Thursday, November 21, 2019

A Cinderella Story If the Shoe Fits

[Ulasan Film] A Cinderella Story: If the Shoe Fits


 
Sudah beberapa film Cinderella kontemporer yang kutonton. Semuanya menawarkan sesuatu yang berbeda. Namun, entah, ya, rasanya A Cinderella Story: If the Shoe Fits ini paling unik. Bercerita tentang Tessa yang, yah, disuruh bantu-bantu ibu dan dua saudara tirinya. Juga waktu saudaranya mengikuti audisi pencarian bakat pemilihan pemeran drama Cinderella. Itu salah satu keunikannya. Film ini benar-benar menyajikan Cinderella (lewat drama). Bagian Ella dan pangeran “berdansa” (di sini tari modern) adalah waktu Tessa—menyamar jadi Bella Snow—tampil di audisi dan kemudian kehilangan sepatunya.

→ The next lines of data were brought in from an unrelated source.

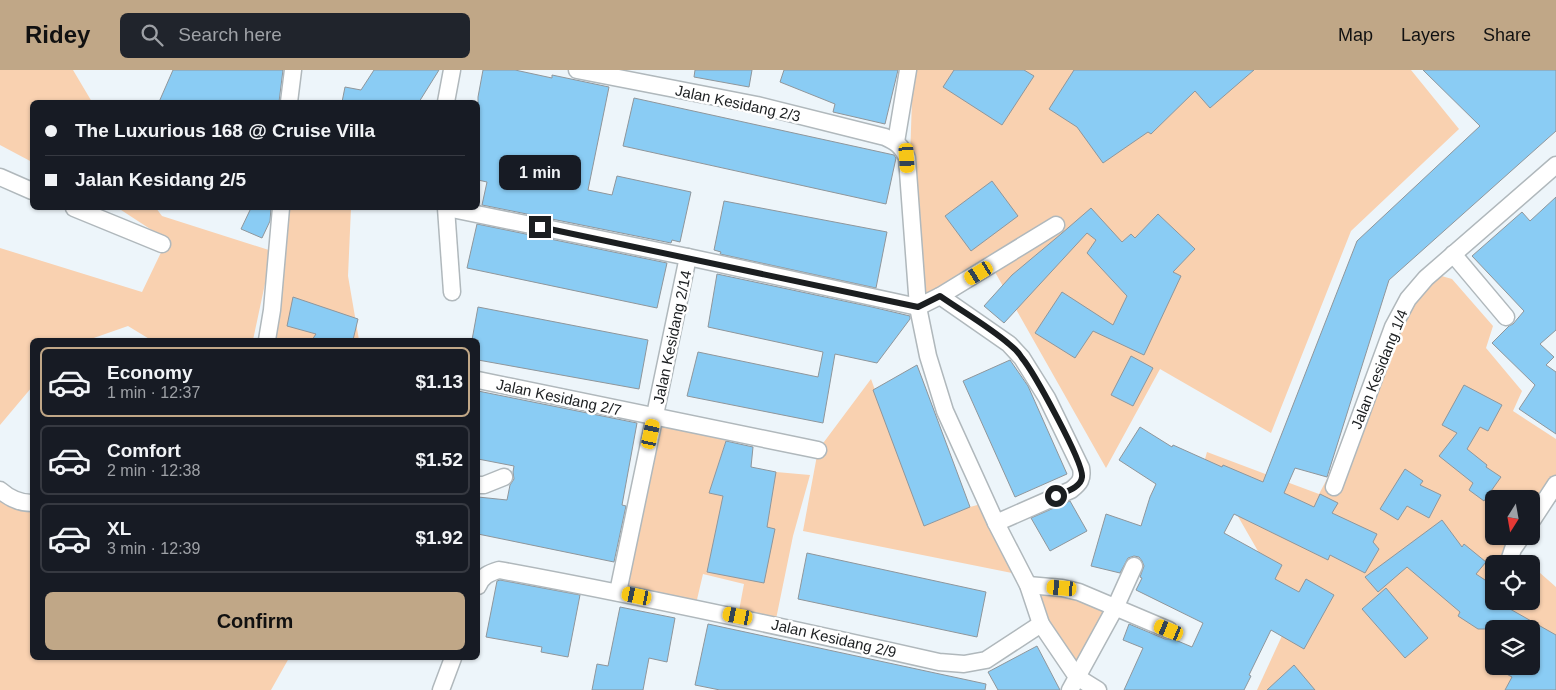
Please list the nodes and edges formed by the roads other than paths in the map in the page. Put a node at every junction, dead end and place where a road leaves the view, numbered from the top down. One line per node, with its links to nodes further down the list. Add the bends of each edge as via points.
1 (293, 70): 6 (street)
2 (452, 70): 7 (street)
3 (577, 70): 5 (street, Jalan Kesidang 2/3)
4 (908, 70): 8 (street)
5 (620, 74): 8 (street, Jalan Kesidang 2/3, via 757,105)
6 (290, 100)
7 (446, 100)
8 (896, 142): 22 (street, via 907,158)
9 (1556, 166): 18 (street, Jalan Kesidang 1/4)
10 (0, 177): 11 (street)
11 (30, 189)
12 (79, 210): 17 (street)
13 (281, 210): 24 (street)
14 (447, 210): 20 (street)
15 (457, 210): 19 (street)
16 (1056, 225): 21 (street)
17 (162, 244)
18 (1453, 254): 23 (street); 31 (street, Jalan Kesidang 1/4, via 1408,299 1394,327)
19 (688, 257): 22 (street); 26 (street, Jalan Kesidang 2/14)
20 (452, 292)
21 (940, 296): 22 (street); 35 (street, via 1009,344 1022,358 1047,398 1081,468 1079,483 1071,490)
22 (918, 307): 35 (street, via 928,356 945,411)
23 (1506, 317)
24 (266, 338)
25 (480, 380): 26 (street, Jalan Kesidang 2/7)
26 (655, 416): 27 (street, Jalan Kesidang 2/7); 39 (street, Jalan Kesidang 2/14)
27 (818, 450)
28 (504, 476): 30 (street)
29 (1556, 484): 34 (street)
30 (480, 485)
31 (1334, 487)
32 (0, 490): 33 (street, via 10,498)
33 (30, 503)
34 (1540, 508)
35 (996, 523): 38 (street)
36 (1134, 566): 40 (street)
37 (480, 582): 39 (street, Jalan Kesidang 2/9, via 488,573 499,570)
38 (1028, 585): 40 (street, via 1079,592); 41 (street)
39 (618, 592): 41 (street, Jalan Kesidang 2/9, via 940,662 964,664 986,660)
40 (1115, 608): 42 (street); 44 (street)
41 (1041, 624): 44 (street)
42 (1169, 630)
43 (452, 660): 45 (street)
44 (1073, 684): 46 (street)
45 (441, 690)
46 (1098, 690)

Keunikan lain yang menonjol adalah film ini musikal. Beberapa film sebelumnya memang memiliki Cinderella versi penyanyi, tapi kali ini sungguh musikal. Jenis seperti High School Musical, Camp Rock 2, dan Teen Beach. Benar, yang tiba-tiba saja sekelompok orang bernyanyi dan menari kompak seolah mereka sudah berlatih dahulu (walaupun adegan itu diawali dengan tokoh utama yang menari solo). Tapi, lagu-lagu di sini bagus. Enak didengar, lirik menawan, mudah diikuti, dibawakan dengan baik pula. Gerakan tarinya juga ciamik walaupun tidak berteknik macam-macam. Enak dilihat, terutama Ella dan Charming (alias Tessa/Bella dan Reed alias Sofia Carson dan Thomas Law).
Hal baru lain yang ditawarkan adalah tokoh Upik Abu kita bisa mengutak-atik motor. Ini mengingatkan pada Cinder si Mekanik dari The Lunar Chronicles karangan Marissa Meyer. ((Lalu mengingatkan pada Kai, lalu pada Wolf, lalu pada Jacin, lalu pada Thorne.... Oh, oke.))

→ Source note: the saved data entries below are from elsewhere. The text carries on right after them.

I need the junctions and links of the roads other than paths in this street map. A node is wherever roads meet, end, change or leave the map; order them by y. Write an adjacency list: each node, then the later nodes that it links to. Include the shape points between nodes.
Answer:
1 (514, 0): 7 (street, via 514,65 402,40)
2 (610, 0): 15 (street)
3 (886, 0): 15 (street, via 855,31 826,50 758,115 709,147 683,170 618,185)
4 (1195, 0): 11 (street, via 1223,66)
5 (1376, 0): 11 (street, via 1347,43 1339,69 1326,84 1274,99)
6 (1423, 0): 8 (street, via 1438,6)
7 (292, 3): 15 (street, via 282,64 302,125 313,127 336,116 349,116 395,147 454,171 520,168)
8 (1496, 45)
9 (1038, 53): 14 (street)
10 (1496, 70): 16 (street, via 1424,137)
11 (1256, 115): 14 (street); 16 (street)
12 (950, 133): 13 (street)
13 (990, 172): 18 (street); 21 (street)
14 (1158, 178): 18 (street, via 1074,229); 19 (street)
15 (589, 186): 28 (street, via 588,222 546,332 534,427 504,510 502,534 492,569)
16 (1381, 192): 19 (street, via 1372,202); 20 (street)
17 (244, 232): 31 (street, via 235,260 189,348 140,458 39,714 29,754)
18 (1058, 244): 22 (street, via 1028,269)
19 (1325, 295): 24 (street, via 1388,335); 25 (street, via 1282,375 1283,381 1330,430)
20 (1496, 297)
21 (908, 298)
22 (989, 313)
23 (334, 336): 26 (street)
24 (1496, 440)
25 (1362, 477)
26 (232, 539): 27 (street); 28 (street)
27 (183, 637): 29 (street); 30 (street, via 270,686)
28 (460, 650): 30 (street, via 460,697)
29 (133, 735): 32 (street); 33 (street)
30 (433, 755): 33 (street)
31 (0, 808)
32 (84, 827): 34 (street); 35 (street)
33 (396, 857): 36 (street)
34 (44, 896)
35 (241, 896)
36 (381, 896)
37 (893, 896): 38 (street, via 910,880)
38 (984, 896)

Selain itu, “ibu peri” di sini adalah seorang makeup artist; Georgie. Dia mendandani Tessa menjadi Bella. Memang, sekadar memberi lipgloss berwarna; tahi lalat di pipi kanan atas; lensa kontak biru; rambut palsu pirang berponi. Itu tidak cukup “menutupi” Tessa, sebetulnya. Seharusnya ibu dan saudara tirinya sadar. Namun, ya, film ini mengabaikan itu.
Lucunya juga, Tessa sempat harus bolak-balik ruang ganti bertemu Georgie karena dia harus menjadi Tessa yang bersama Reed membetulkan motor (kelak digunakan di drama sebagai kereta labu), juga pada saat yang sama menjadi Bella berlatih drama.
“Don’t know why I run
Don’t know why I hide
Never let them know
What I feel inside”
Beruntung, Reed tidak jatuh cinta pada Bella, tapi pada Tessa.
Jadi, ini soal apakah Tessa berani mengejar mimpinya. Sekaligus apakah dia berani menunjukkan diri.
Soal Reed yang jatuh hati.... Terasa kurang, sih. Seperti “Kok, tiba-tiba suka? Bagaimana bisa? Kelihatan terlalu cepat dan tak jelas.”.
Tapi, chemistry Law dan Carson waktu menyanyi ada, sih. Waktu menari juga enak lihatnya. ((oke, waktu akting biasa juga lumayan oke))
“Like a bird
Free to fly
Spread my wings and fly my life
Like a bird
Up so high out of the cage
It’s my time to shine”
Dalam genre komedi, film ini cukup berhasil. Bagian-bagian lucunya alami. Ada pula tokoh yang dengan hanya melihatnya muncul di layar sudah langsung membuat tertawa (yang berperan jadi ibu peri dalam drama).
Jika ada film Cinderella kontemporer baru, apakah aku akan tak menontonnya?
Mungkin. Tapi yang jelas, pasti kupertimbangkan. Karena, film-film ini tampaknya mampu menawarkan hal baru dan unik dalam cara mereka sendiri.
Penginnya, sih, lebih banyak film kontemporer dari dongeng klasik lain. Setahuku ada satu film Snow White. Apakah kau tahu ada yang lain? Tell me, ya.